TL;DR#
Large Language Models (LLMs) are powerful but computationally expensive. Structured pruning is a promising technique to reduce their size and cost, but restoring performance after pruning remains a major challenge. Existing methods often lead to significant performance degradation or are computationally costly.
SlimGPT tackles this by using the Optimal Brain Surgeon (OBS) framework with two key innovations: Batched Greedy Pruning accelerates near-optimal pruning for attention heads and feed-forward networks (FFNs) and Incremental Pruning Ratio addresses the limitations of layer-wise pruning by employing a non-uniform pruning strategy. Experiments show SlimGPT significantly outperforms existing methods on various benchmarks, achieving state-of-the-art results in LLM structured pruning.
Key Takeaways#
Why does it matter?#
This paper is important because it introduces SlimGPT, a novel structured pruning method that significantly improves the efficiency of large language models (LLMs) without substantial performance loss. This addresses a critical challenge in deploying LLMs, which are often computationally expensive. The proposed method is efficient and effective, outperforming existing techniques and paving the way for more efficient and accessible LLMs. This research also explores non-uniform pruning strategies to minimize performance degradation further.
Visual Insights#
๐ผ This figure illustrates the process of Batched Greedy Pruning, a method used to efficiently prune attention heads in large language models. It shows how the algorithm reorders columns of the weight matrix (W) and the inverse Hessian matrix (Hโปยน), performs a grouped Cholesky decomposition, and then prunes columns based on calculated errors. Finally, it shows how the columns are restored and compensated for after pruning.
read the caption
Figure 1: The figure illustrates Batched Greedy Pruning on attention blocks, where W is a output matrix and H is the corresponding Hessian. Different colors represent distinct attention heads and gray indicates the pruned weights.

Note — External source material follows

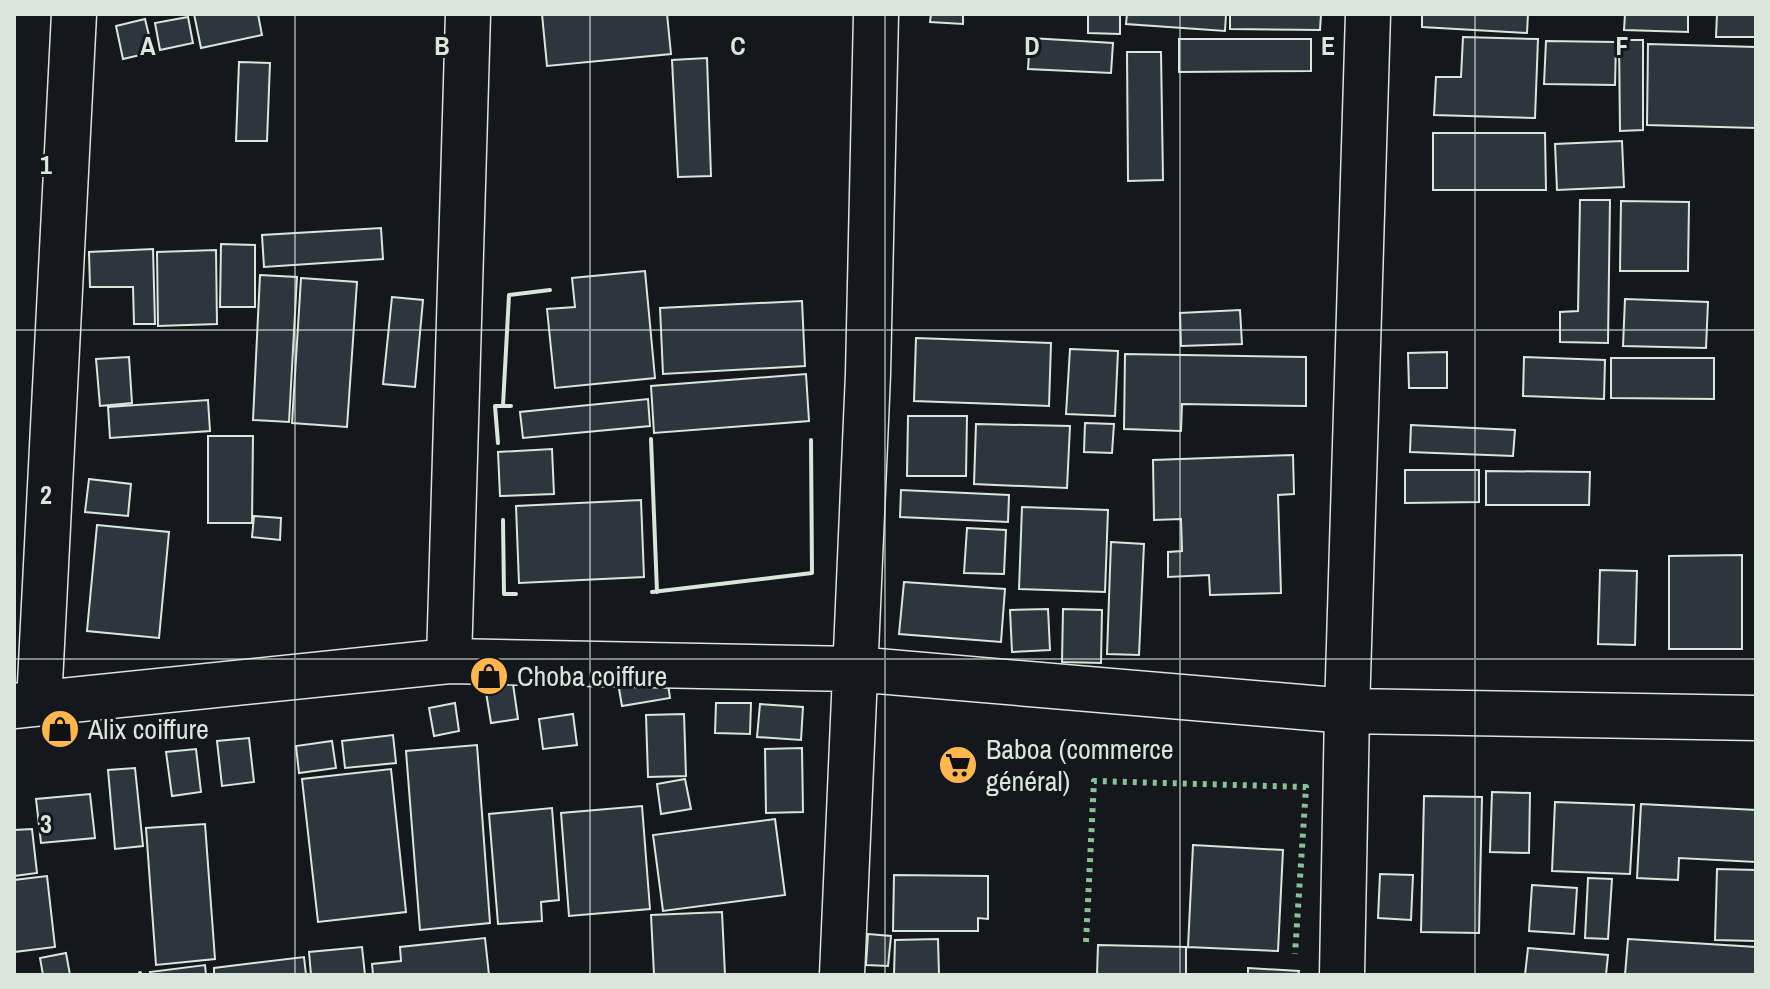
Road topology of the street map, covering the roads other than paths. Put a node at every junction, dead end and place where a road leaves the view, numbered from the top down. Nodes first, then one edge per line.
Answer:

๐ผ This table presents the results of the perplexity (PPL) and commonsense reasoning zero-shot performance evaluation on seven datasets for the pruned LLaMA-7B model. It compares different pruning methods (LLM-Pruner, Compresso, LoraPrune, and SlimGPT) at various pruning percentages (20%, 25%, 33%, 50%). The table highlights the best performing method for each pruning percentage and dataset.
read the caption
Table 1: PPL & Commonsense Reasoning zero-shot performance of the pruned LLaMA-7B. The average score is computed across seven datasets. The bolded results represent the optimal results, while the underlined ones is the sub-optimal results. The asterisk-marked (*) results are those replicated within a consistent experimental framework, which slightly differ from the original source.
In-depth insights#
SlimGPT: LLM Pruning#
SlimGPT presents a novel structured pruning method for Large Language Models (LLMs), addressing the challenge of balancing efficiency and performance. It leverages the Optimal Brain Surgeon (OBS) framework, adapting it for structured pruning through a novel Batched Greedy Pruning technique. This significantly speeds up the pruning process while maintaining near-optimal results by efficiently estimating pruning errors. SlimGPT also introduces Incremental Pruning Ratio, a non-uniform pruning strategy to mitigate performance degradation by addressing error accumulation issues inherent in layer-wise pruning. The method demonstrates state-of-the-art results on LLaMA benchmarks, showcasing its effectiveness and efficiency. The task-agnostic nature and scalability to different Transformer-based models are significant advantages, making SlimGPT a valuable contribution to LLM optimization.
OBS Framework Extension#
Extending the Optimal Brain Surgeon (OBS) framework for large language model (LLM) pruning presents exciting possibilities and unique challenges. OBS’s iterative, fine-grained nature, however, clashes with the inherent structure of LLMs, requiring modifications to adapt to the column or head-level pruning inherent in structured methods. A naive application would result in significant numerical errors and computational inefficiencies. Therefore, a key aspect of this extension involves developing strategies for efficiently approximating OBS’s local optimality within the constraints of structured pruning. This might include techniques like batched pruning, clever Hessian approximations, or novel update rules. Addressing the layer-wise nature of OBS is crucial, as it necessitates exploring error accumulation across layers and developing techniques for non-uniform pruning strategies to manage error propagation and prevent performance degradation. The success of such an extension would depend heavily on finding the right balance between computational efficiency and pruning accuracy, with the goal of achieving state-of-the-art compression rates without excessive performance loss.
Batched Greedy Pruning#
The proposed Batched Greedy Pruning method tackles the computational cost and suboptimality of traditional Optimal Brain Surgeon (OBS) based structured pruning in large language models (LLMs). It leverages grouped Cholesky decomposition to efficiently estimate head-wise pruning errors in the attention mechanism, allowing for near-optimal head selection without the iterative, single-parameter updates of standard OBS. This batching process significantly accelerates pruning speed and reduces computational burden. For feed-forward networks (FFNs), Dynamic Group Size is incorporated to further enhance efficiency by adjusting the size of the pruning groups to adapt to the error landscape. This method combines the advantages of structured pruning (reducing memory and computational costs) with rapid and near-optimal pruning, making it suitable for the computationally intensive task of LLM optimization. The efficacy of this approach is demonstrated by its ability to achieve state-of-the-art pruning results in LLMs, balancing efficiency gains with minimal performance degradation. The key is in the grouped Cholesky decomposition and the dynamic adjustment of group sizes which effectively reduces the computational complexity while maintaining pruning efficacy.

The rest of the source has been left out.